* **WHAT THE TASK REQUIRES**: Scan the data beneath this task and copy each line that includes "Right".

* **EXERCISE DATA**:
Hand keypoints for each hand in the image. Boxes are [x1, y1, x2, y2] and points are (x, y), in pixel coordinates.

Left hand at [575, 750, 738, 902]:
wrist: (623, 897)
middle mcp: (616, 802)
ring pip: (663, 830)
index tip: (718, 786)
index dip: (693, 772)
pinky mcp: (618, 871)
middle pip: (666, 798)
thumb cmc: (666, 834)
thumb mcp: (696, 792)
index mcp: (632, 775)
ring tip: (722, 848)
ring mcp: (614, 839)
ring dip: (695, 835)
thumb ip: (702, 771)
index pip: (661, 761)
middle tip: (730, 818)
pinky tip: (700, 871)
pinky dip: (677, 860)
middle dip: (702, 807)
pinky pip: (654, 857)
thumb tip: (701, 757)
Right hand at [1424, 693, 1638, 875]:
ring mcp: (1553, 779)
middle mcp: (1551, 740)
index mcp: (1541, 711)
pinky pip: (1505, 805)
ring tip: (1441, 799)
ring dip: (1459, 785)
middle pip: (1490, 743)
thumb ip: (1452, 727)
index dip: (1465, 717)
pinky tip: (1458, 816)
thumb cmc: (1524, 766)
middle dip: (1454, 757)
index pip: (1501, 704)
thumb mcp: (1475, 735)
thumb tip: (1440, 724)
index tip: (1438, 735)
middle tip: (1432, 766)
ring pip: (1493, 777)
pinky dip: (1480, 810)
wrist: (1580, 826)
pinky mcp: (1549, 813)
...
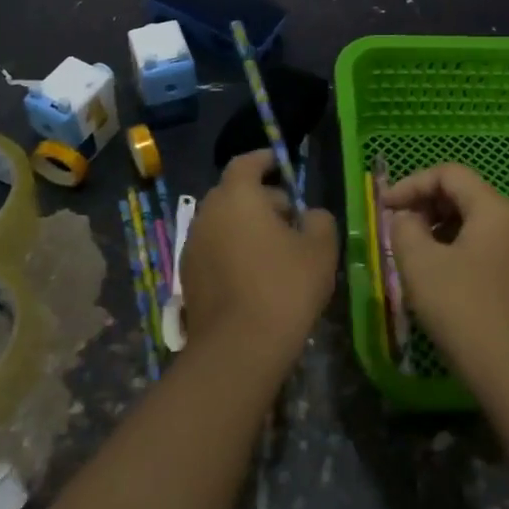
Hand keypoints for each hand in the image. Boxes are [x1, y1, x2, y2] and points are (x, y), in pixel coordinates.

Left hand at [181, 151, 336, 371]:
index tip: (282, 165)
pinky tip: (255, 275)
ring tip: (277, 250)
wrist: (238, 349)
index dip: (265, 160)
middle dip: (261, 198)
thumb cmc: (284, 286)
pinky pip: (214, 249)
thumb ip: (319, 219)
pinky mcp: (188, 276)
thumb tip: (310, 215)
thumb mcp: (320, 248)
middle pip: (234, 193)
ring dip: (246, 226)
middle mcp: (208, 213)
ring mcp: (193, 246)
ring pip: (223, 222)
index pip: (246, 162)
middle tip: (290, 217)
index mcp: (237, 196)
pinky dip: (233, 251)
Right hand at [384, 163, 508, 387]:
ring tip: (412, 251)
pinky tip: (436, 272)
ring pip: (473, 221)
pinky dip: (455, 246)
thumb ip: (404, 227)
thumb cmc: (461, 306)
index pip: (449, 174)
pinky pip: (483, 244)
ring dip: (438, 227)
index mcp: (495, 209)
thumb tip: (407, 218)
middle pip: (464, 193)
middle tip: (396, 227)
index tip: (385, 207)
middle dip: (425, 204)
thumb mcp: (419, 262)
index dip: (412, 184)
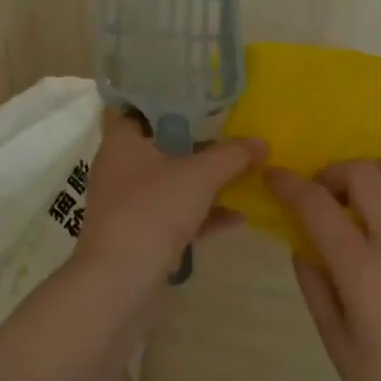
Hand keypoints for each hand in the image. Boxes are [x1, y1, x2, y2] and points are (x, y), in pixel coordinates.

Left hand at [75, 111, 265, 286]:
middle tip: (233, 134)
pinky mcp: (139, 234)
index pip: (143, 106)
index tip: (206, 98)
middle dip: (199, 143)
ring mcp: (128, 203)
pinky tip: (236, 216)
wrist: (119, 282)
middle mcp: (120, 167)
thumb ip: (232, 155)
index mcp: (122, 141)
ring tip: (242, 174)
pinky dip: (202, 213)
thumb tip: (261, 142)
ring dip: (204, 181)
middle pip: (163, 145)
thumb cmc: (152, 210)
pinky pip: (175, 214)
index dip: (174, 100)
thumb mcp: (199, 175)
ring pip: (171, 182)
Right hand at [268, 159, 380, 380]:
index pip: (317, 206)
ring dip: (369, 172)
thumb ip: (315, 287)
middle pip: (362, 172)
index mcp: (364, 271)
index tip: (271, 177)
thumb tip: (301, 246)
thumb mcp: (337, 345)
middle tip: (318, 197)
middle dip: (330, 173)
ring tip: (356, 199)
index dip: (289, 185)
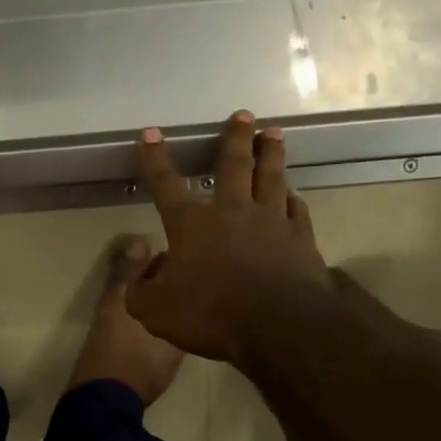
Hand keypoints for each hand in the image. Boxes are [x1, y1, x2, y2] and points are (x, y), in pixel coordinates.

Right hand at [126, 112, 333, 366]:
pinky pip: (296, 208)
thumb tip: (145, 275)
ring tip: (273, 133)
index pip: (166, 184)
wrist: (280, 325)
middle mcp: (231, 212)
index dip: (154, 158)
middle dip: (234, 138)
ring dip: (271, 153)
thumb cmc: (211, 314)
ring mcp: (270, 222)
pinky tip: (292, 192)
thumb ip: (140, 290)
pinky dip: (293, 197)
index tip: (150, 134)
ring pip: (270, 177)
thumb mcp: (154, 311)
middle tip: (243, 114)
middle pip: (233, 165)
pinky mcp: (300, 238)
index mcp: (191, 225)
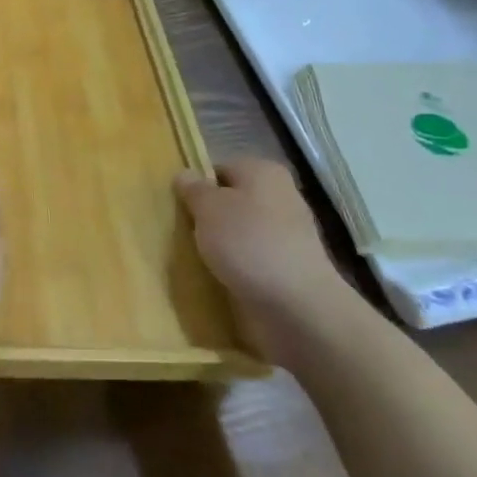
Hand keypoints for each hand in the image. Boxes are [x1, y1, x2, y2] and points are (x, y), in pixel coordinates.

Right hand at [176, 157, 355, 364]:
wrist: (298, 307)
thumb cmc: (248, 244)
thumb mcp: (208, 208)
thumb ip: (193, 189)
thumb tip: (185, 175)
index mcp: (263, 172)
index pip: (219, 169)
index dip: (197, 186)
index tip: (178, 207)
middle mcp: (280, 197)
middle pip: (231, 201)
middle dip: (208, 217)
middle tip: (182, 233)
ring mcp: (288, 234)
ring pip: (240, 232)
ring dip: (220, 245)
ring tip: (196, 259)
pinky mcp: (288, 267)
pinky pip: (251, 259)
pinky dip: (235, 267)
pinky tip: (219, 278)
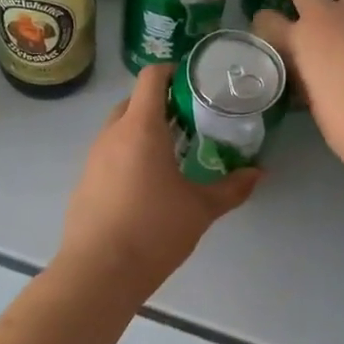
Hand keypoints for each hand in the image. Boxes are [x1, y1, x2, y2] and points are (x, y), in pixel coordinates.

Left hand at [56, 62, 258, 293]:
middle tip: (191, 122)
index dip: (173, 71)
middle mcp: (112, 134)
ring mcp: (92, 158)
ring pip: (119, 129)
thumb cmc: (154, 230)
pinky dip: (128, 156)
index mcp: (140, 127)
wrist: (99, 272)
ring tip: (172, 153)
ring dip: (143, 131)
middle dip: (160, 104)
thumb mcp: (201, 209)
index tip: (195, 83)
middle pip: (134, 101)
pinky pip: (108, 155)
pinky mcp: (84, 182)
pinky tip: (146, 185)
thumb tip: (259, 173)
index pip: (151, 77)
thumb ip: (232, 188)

* **SOLVED EXERCISE**:
Right hand at [1424, 693, 1638, 875]:
Right hand at [384, 163, 508, 387]:
Right hand at [268, 159, 380, 380]:
Right hand at [126, 112, 333, 366]:
Right hand at [176, 157, 355, 364]:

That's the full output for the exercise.